On grimpe beaucoup dans
le dernier roman de Tom Wolfe. Nestor, flic baraqué d’origine cubaine, sur un
mât. Magdalena, sa petite amie au début du récit, infirmière, dans les strates
des classes sociales. John, journaliste au Miami
Herald, dans l’estime de son patron – mais après avoir été considéré comme
un moins que rien, ce qui sera aussi, à l’un ou l’autre moment, le cas de tous
les personnages grâce auxquels l’écrivain dessine sur la ville de Miami un
réseau serré d’informations. Cela ne fait pas de Bloody Miami un documentaire, même si son auteur aime à dire qu’il
a passé beaucoup de temps à enquêter sur les relations entre les populations
d’origines diverses qui s’y côtoient dans une harmonie très relative. Mais les
aspects romanesques sont au cœur du moteur qui anime l’ouvrage. Beaucoup plus
que la documentation.
Ascensions et chutes,
donc, les secondes d’autant plus retentissantes que les premières ont été
spectaculaires, dans un enchevêtrement d’histoires personnelles aux
intersections amenées comme par hasard. Suivons Nestor, un bon flic, un
excellent flic même, toujours prêt à donner de sa personne et à se montrer
digne de la confiance de son chef. Quand il monte sur un mât de vingt mètres
dans le premier chapitre (un prologue l’a précédé), c’est pour sauver un homme
réfugié sur un minuscule siège de gabier et qui risque à chaque instant de
s’écraser sur le pont. Au prix d’une belle performance physique, Nestor sauve
donc cet homme, un Cubain qui cherchait l’asile aux Etats-Unis et ne pourra en
bénéficier, faute d’avoir mis un pied à terre. Dans sa communauté et jusque
dans sa famille, le bon flic est désormais un traître. Les choses ne
s’arrangeront pas quand il procédera à l’arrestation musclée d’un revendeur de
drogue au cours de laquelle lui et son équiper, filmés à leur insu, profèrent
des injures racistes – le voyou est noir – après lesquelles ils seront
suspendus. Cerise sur le gâteau, la complicité qui naît entre Nestor et John,
le journaliste qui a publié un article élogieux sur son exercice de sauvetage,
croît et embellit en dehors de tous les règlements de la police. Mais pour un
autre genre d’exploit : révéler qu’un oligarque russe a offert à la
municipalité des faux tableaux qui lui ont permis d’asseoir une réputation par
ailleurs bien compromise.
Entre les affaires de
police, les enquêtes journalistiques, la prostitution, la drogue, le pouvoir
local, Tom Wolfe met en marche la mécanique complexe d’un thriller dont chaque
protagoniste important a le temps de nous devenir familier. Et de livrer ses
malsains petits (ou grands) secrets, empoisonnés par l’appartenance à telle ou
telle communauté : cubaine, russe, américaine blanche, noire…
L’ensemble est porté par
une écriture électrique, inattendue si l’on n’a de Tom Wolfe que l’image du
dandy véhiculée par ses photos. L’écrivain fait un usage abondant des
onomatopées qui hachent les phrases, des répétitions qui leur donnent un rythme
stroboscopique. Bien en phase, d’ailleurs, avec un chapitre situé dans une
grande boîte à strip-tease.
On a beau se dire parfois
que le romancier en fait trop dans la déstructuration du langage, on reste
scotché sur la page, inquiet autant que désireux de savoir où il nous conduit.
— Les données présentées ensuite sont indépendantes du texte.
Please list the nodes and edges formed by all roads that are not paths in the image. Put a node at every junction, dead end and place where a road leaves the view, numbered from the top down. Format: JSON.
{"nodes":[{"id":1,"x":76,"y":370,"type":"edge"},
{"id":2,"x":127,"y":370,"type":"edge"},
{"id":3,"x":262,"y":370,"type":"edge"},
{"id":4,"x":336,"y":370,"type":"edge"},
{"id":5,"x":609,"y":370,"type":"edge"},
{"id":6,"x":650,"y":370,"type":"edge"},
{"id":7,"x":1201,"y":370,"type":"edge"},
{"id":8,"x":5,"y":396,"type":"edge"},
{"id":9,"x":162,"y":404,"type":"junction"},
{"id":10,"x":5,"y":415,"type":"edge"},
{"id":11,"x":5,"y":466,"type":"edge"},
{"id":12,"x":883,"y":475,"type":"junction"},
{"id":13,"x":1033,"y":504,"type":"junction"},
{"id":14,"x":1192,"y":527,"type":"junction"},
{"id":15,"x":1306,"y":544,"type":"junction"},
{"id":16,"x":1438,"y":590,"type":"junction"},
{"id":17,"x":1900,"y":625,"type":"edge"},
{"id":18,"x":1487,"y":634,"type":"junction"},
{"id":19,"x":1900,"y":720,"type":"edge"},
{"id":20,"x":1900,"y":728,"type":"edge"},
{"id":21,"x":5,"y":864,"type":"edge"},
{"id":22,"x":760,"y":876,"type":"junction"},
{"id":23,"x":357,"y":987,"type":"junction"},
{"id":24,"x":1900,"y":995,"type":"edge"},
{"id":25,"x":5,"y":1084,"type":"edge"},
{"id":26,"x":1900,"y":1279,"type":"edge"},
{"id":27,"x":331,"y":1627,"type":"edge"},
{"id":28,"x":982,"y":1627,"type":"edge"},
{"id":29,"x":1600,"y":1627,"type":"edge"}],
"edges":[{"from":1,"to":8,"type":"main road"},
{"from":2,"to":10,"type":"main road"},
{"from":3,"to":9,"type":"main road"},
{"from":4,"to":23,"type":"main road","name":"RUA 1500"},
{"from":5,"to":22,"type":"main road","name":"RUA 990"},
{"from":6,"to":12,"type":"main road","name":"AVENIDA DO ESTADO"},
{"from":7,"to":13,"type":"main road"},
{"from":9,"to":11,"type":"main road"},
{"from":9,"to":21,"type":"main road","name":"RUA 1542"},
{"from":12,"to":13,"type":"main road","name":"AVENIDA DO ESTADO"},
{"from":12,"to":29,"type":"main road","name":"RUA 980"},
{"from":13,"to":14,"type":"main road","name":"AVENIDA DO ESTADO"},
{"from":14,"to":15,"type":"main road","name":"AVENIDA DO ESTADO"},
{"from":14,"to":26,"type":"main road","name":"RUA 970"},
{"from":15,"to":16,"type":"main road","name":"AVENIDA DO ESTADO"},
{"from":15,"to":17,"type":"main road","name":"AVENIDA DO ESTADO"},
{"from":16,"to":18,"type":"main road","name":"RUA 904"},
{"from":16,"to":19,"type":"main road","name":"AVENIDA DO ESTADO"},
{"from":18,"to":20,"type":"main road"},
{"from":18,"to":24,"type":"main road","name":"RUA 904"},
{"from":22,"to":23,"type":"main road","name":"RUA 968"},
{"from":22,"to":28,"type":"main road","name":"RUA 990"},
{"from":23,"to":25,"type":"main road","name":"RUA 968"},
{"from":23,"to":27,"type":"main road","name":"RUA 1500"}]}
Donc, on y va, ballotté comme sur un bateau rapide qui frappe l’eau – SCHLACK –
dans deux scènes frappantes. Elles le sont toutes, Tom Wolfe ayant conçu les 21
chapitres comme autant de morceaux de bravoure, sans laisser le temps de
souffler entre deux rebondissements.
Les raisons qui nous font
aimer Bloody Miami feront dire à
d’autres lecteurs que c’est un échec. Mais une telle ambition littéraire, dans
la langue comme dans le contenu, quand même ! Et cette manière de placer,
comme dernier mot, celui qu’on n’attend pas ! C’est fort. Très fort.